## [TASK GOAL]
Wherever the string "Federal" occurs in a line of these records, report that line.

### SOURCE MATERIAL

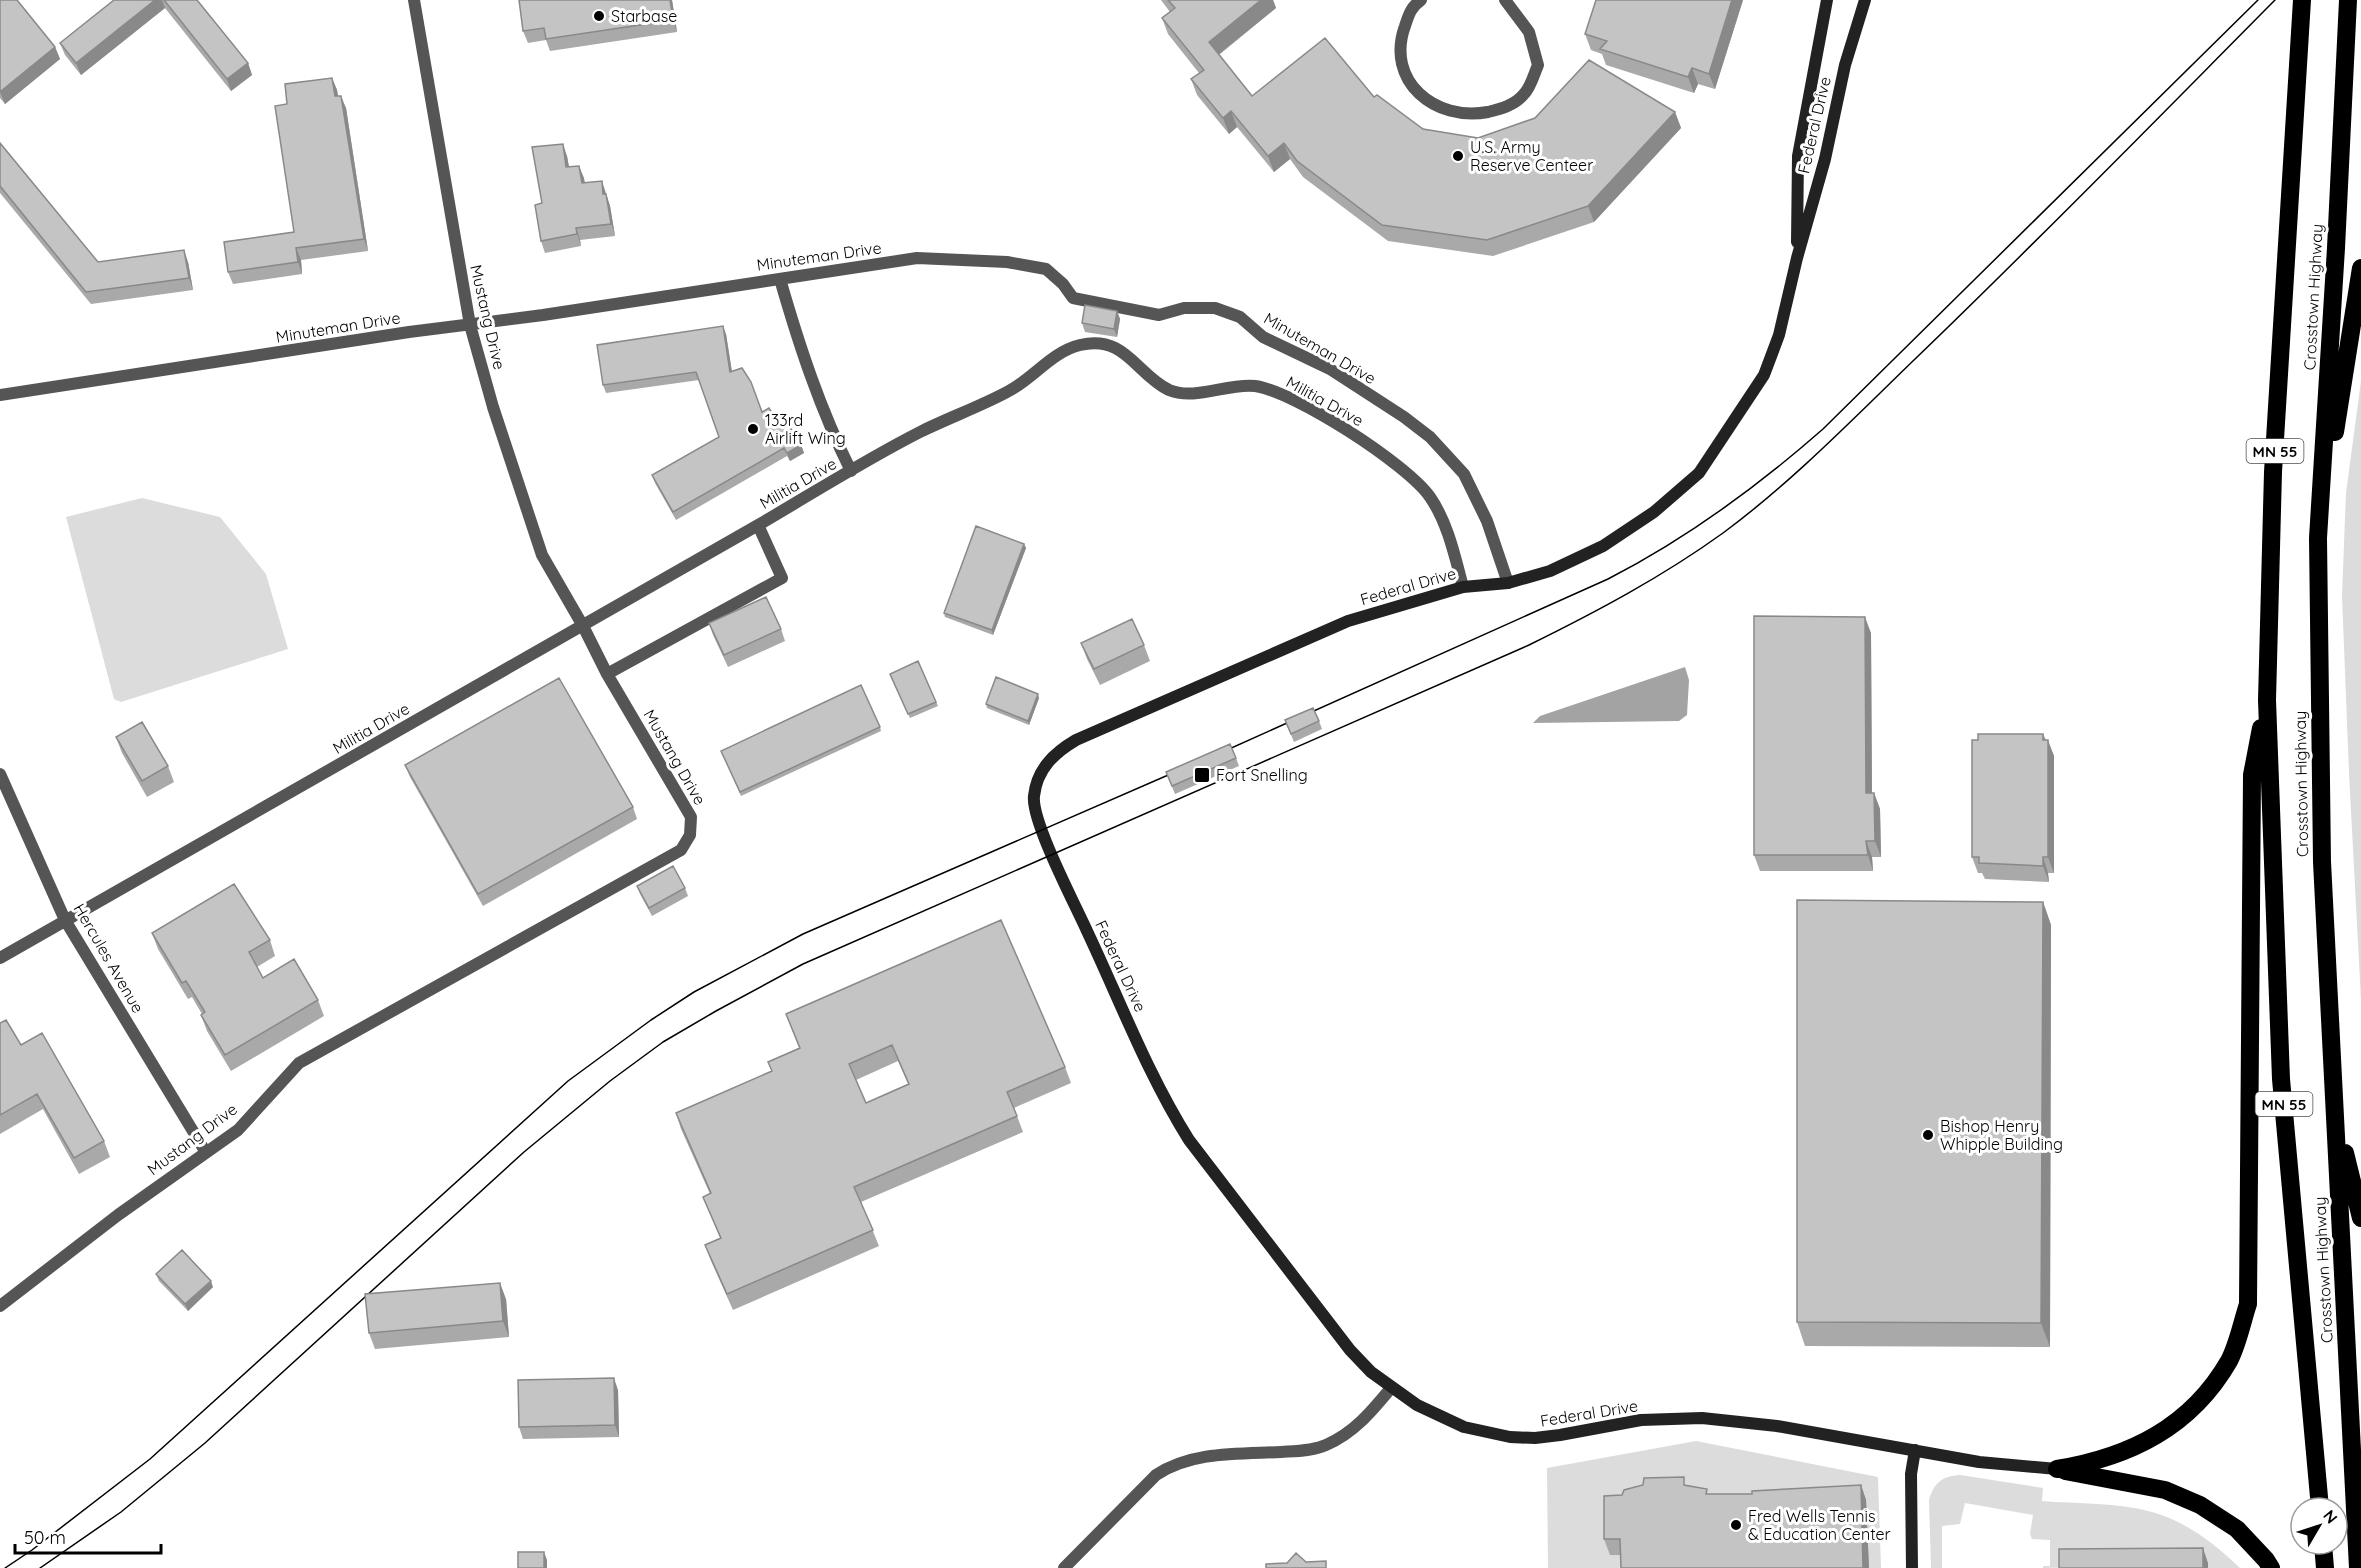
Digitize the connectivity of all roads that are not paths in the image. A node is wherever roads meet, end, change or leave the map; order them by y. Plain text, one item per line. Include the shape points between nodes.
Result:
1 (414, 0) edge
2 (1505, 0) edge
3 (1827, 0) edge
4 (1864, 0) edge
5 (2302, 0) edge
6 (2348, 0) edge
7 (1413, 2) edge
8 (1797, 258) junction
9 (2361, 268) edge
10 (780, 279) junction
11 (470, 325) junction
12 (0, 395) edge
13 (851, 471) junction
14 (758, 525) junction
15 (2318, 538) junction
16 (1508, 583) junction
17 (1463, 587) junction
18 (583, 626) junction
19 (607, 674) junction
20 (2267, 700) junction
21 (0, 774) edge
22 (65, 920) junction
23 (0, 958) edge
24 (2335, 1110) junction
25 (205, 1151) junction
26 (2361, 1218) edge
27 (2343, 1284) junction
28 (0, 1306) edge
29 (1391, 1388) junction
30 (2361, 1419) edge
31 (1915, 1450) junction
32 (2057, 1469) junction
33 (2319, 1496) edge
34 (1064, 1568) edge
35 (1912, 1568) edge
36 (2271, 1568) edge
37 (2358, 1568) edge

1 - 11 street, Mustang Drive
2 - 7 street via 1529,32 1538,65 1525,94 1504,109 1475,114 1442,110 1416,93 1401,66 1401,36
3 - 8 street, Federal Drive via 1798,156
4 - 8 street, Federal Drive
5 - 20 highway, Crosstown Highway / MN 55 via 2273,472
6 - 15 highway, Crosstown Highway
8 - 16 street, Federal Drive via 1779,335 1764,375 1699,473 1654,512 1603,546 1550,571
9 - 15 highway, MN 55
10 - 11 street, Minuteman Drive
10 - 13 street via 810,375
10 - 16 street, Minuteman Drive via 917,258 1007,262 1046,269 1073,298 1159,315 1184,308 1215,308 1240,317 1263,337 1330,369 1430,437 1464,474 1487,521
11 - 12 street, Minuteman Drive
11 - 18 street, Mustang Drive via 542,555
13 - 14 street, Militia Drive
13 - 17 street, Militia Drive via 916,434 1010,391 1065,350 1084,343 1108,346 1126,352 1149,378 1171,391 1196,393 1239,385 1260,386 1311,410 1393,460 1431,498 1449,537
14 - 18 street, Militia Drive
14 - 19 street, Militia Drive via 782,578
15 - 24 highway, Crosstown Highway / MN 55 via 2322,862
16 - 17 street, Federal Drive
17 - 29 street, Federal Drive via 1348,621 1076,740 1047,763 1033,797 1036,816 1058,868 1170,1110 1350,1350
18 - 19 street, Mustang Drive
18 - 22 street, Militia Drive
19 - 25 street, Mustang Drive via 691,817 690,835 681,850 299,1063 238,1130
20 - 32 highway via 2252,775 2248,1305 2230,1359 2187,1415 2136,1447
20 - 33 highway, Crosstown Highway / MN 55 via 2281,1079
21 - 22 street, Hercules Avenue
22 - 23 street, Militia Drive
22 - 25 street, Hercules Avenue
24 - 26 highway
24 - 27 highway, Crosstown Highway / MN 55
25 - 28 street, Mustang Drive
27 - 30 highway
27 - 37 highway, Crosstown Highway / MN 55
29 - 31 street, Federal Drive via 1464,1427 1510,1437 1560,1435 1641,1420 1702,1418 1777,1426
29 - 34 street via 1354,1429 1326,1446 1206,1457 1168,1467
31 - 32 street, Federal Drive via 1979,1462
31 - 35 street via 1911,1474
32 - 36 highway via 2165,1490 2200,1505 2237,1529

######

## [ANSWER AREA]
3 - 8 street, Federal Drive via 1798,156
4 - 8 street, Federal Drive
8 - 16 street, Federal Drive via 1779,335 1764,375 1699,473 1654,512 1603,546 1550,571
16 - 17 street, Federal Drive
17 - 29 street, Federal Drive via 1348,621 1076,740 1047,763 1033,797 1036,816 1058,868 1170,1110 1350,1350
29 - 31 street, Federal Drive via 1464,1427 1510,1437 1560,1435 1641,1420 1702,1418 1777,1426
31 - 32 street, Federal Drive via 1979,1462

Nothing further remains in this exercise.